The college’s 1,000 music majors struggle with a lack of practice space especially in December, when students are swamped with performance exams. 

 Starting in the fall of 2009, the college adopted a daily first-come-first-serve reservation system. Under the system, students majoring in music can reserve a room for three hours once per day or two hours if they want space more than once in the same day. During vacations, they can use the rooms for six hours. Previously, there was no systematical regulation for the use of rooms.

 “Before we brought in this system, some students from other departments reserved many rooms with forged names,” said Oh Ji-eun, a staff member at the administration office in the College of Music. “We heard of some students who had to come at dawn to reserve a room.”

 Park Hae-lye (Composition, 4), who is the current student representative for the College of Music, said the new system tracks the times students begin and finish using rooms. This alleviated problems of rooms that were reserved but left vacant, but there still isn’t enough practice space. 

 Some students who can’t reserve for a room sneak into empty classrooms and end up getting kicked out by security guards. 

 “Although the problem with practice rooms is a student government pledge every year, it’s really disappointing to see improvement taking place,” Park Su-yeon (Voice, 2) said. She said she often can’t practice due to lack of space.

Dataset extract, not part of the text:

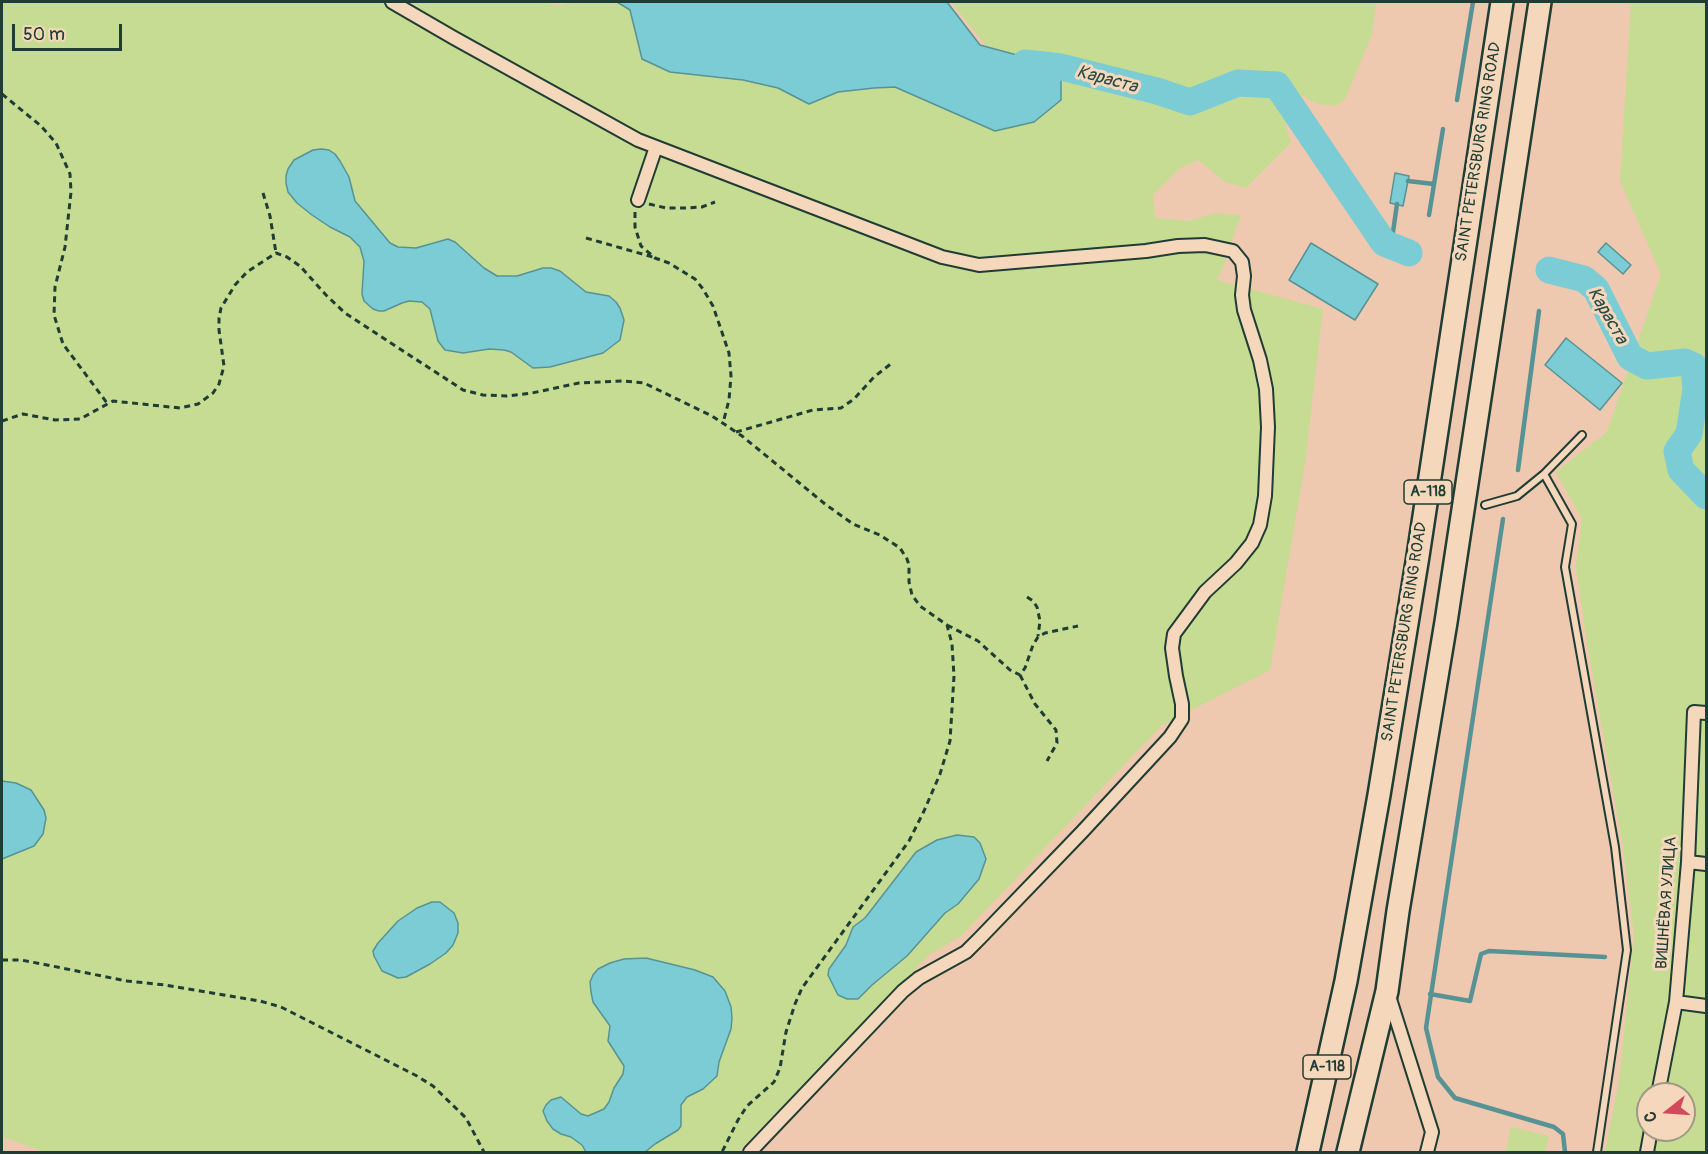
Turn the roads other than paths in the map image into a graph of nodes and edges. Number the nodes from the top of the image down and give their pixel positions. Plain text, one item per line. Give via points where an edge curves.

 Practice rooms for undergraduate and graduate music majors are distributed by specialty – third floor for Korean music majors, fourth floor for orchestral instruments and voice majors and fifth floor for keyboard instrument majors. Each floor has 13 to 14 practice rooms. The rooms are open from 6 a.m. to 11 p.m. 

 Another 30 teachers’ rooms, where students get lessons, are available without reservation when they are vacant. 
The College of Music personnel said the department recognized the lack of sufficient practice space, but that there isn’t really any alternative as of now. 

 “We do acknowledge the number of rooms is insufficient,” Oh said. “So we have restricted the use of rooms only to the students of the College of Music since the fall semester of 2009. After this, the practice rooms became less crowded.”

 Rumors of improvements circulate among students. “I heard that if they remodel the building they’ll make more practice rooms but I haven’t heard of specific plans,” Kim Yoo-hyun (Korean Music, 2) said.
Besides competition for rooms during exam preparation periods, students have raised other problems.

 “Now we are practicing in unheated practice rooms with poor soundproofing,” said a student who wanted to remain anonymous.